That being said, while there is some truth to the people pleasing syndrome, I think my leadership style attracts talent that is not like that. I am direct, upfront with expectations, a discerning judge of impact over activity, and results-obsessed. I am notorious for very honest performance reviews. This style tends to repel certain types of folks, and attract those who are ambitious, direct, self-critical, and intrinsically motivated.
A minor note, but likely a part of the bigger picture - I do not have many common hobbies or interests with the women I work with - I love football, videogames, bourbon, and I'm a sneaker head. It's hard to find common ground when many of my interests are stereotypically more "masculine"
Overwhelmingly, I forge stronger and more productive working relationships with men.
Right there with you! I have a serious lack of female hobbies (college football, yard work, home maintenance and upgrades, etc) and unfortunately I am also not a nurturing type - except for being the player/coach and nurturing a career.

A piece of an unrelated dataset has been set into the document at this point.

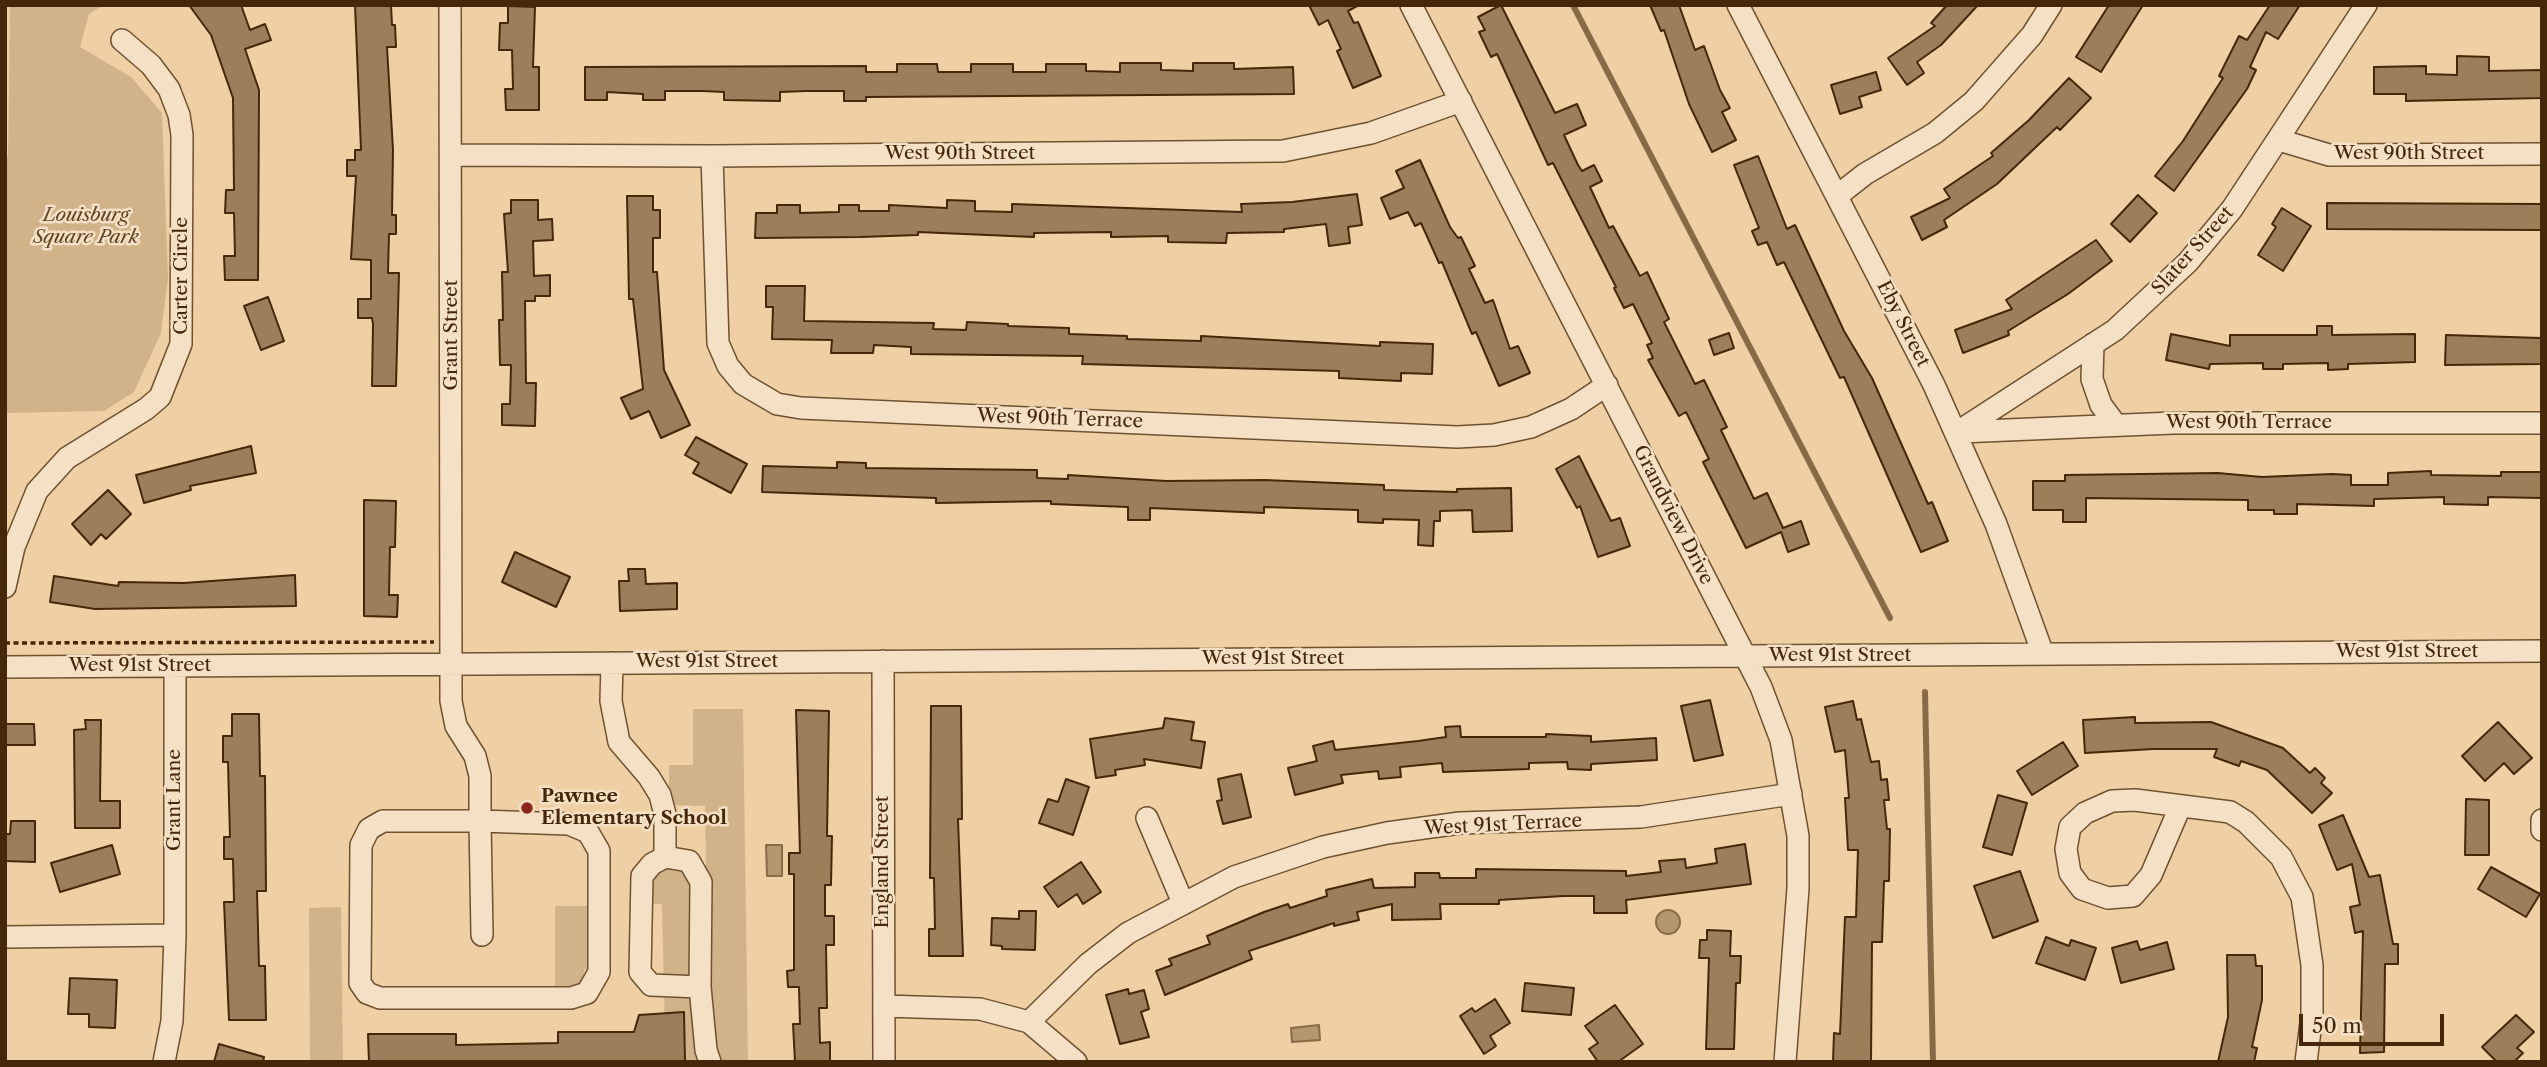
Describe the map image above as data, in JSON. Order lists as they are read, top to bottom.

Maybe instead of making sweeping generalizations and putting other women down, you work with the people you're critiquing to help break them out of this people-pleasing mentality.
As you mentioned, for women, a lot of this behavior is a result of social conditioning. Be the change you want to see and try making a difference instead of reinforcing harmful stereotypes and looking down on others.
Thanks for your input! Not putting other women down, definitely. I think this community helps us to fight our own biases too, so getting polar opinions is incredibly helpful to navigate my educational journey
🙄 to all of this. You have an issue with one particular colleague per your post, then make sweeping generalizations about preferring to work with men on “emotional stuff”. I hope you aren’t really a VP of HR.
Reading thru the comments it's hard to say that one or the other is 100% more emotional/dramatic and people pleasing at work. I personally have dealt with it from both sides. I would have to say that men like women can be just as dramatic if not more! Lol Some men love to gossip and stir the pot in a work environment but later point fingers at there female colleagues- trust me it's happened! As an owner of a nanny referral agency, working with 15 females was definitely a challenge at times!! But as the author of this post mentioned, it is the style in which you lead that will create the foundation for the "work environment". I too am very blunt, straight to the point, and have an open policy where I like to get honest feedback from my team. I enjoy new suggestions on what will make the business run more efficient, I encourage and reference everyone as being on my team therefore I don't tolerate the petty drama that can take place amongst 15 females... we lean on each other, we teach and share our successes and pitfalls with each other because ultimately at the end of the day without them I am nothing and vice versa!! If one person is unhappy and spreading negativity it completely ruins all the positive that I have worked so hard to create for our clients and our work environment. Conclusion- both M&F can be equally difficult in any work place it just depends on leader ship and the overall morale of the workplace! Good Energy is a thing :)
This is such a wildly gross generalization coming from a person, a senior leader no less, in HR(!).
She sounds like she’s bad at time management and accountability - something that’s not unique to women. Sounds like you should’ve managed her accordingly.
If it’s any consolation, my experience has been the exact opposite of yours.
That sounds like it's a more specific issue with this person in particular. Highly doubt most reasonable people (women included) would react in this way.
Coach
Honestly this sounds like a woman doing what we do frequently see successful men do. Ie: Tag their name on a project but then do little to no actual work, then be there for the credit at the end.
I agree. But if I tell a man - dude, you either put in hours, or leave, they either put in hours, or disappear. I’ve never came across a man saying it wasn’t nice of me to tell that. Yet.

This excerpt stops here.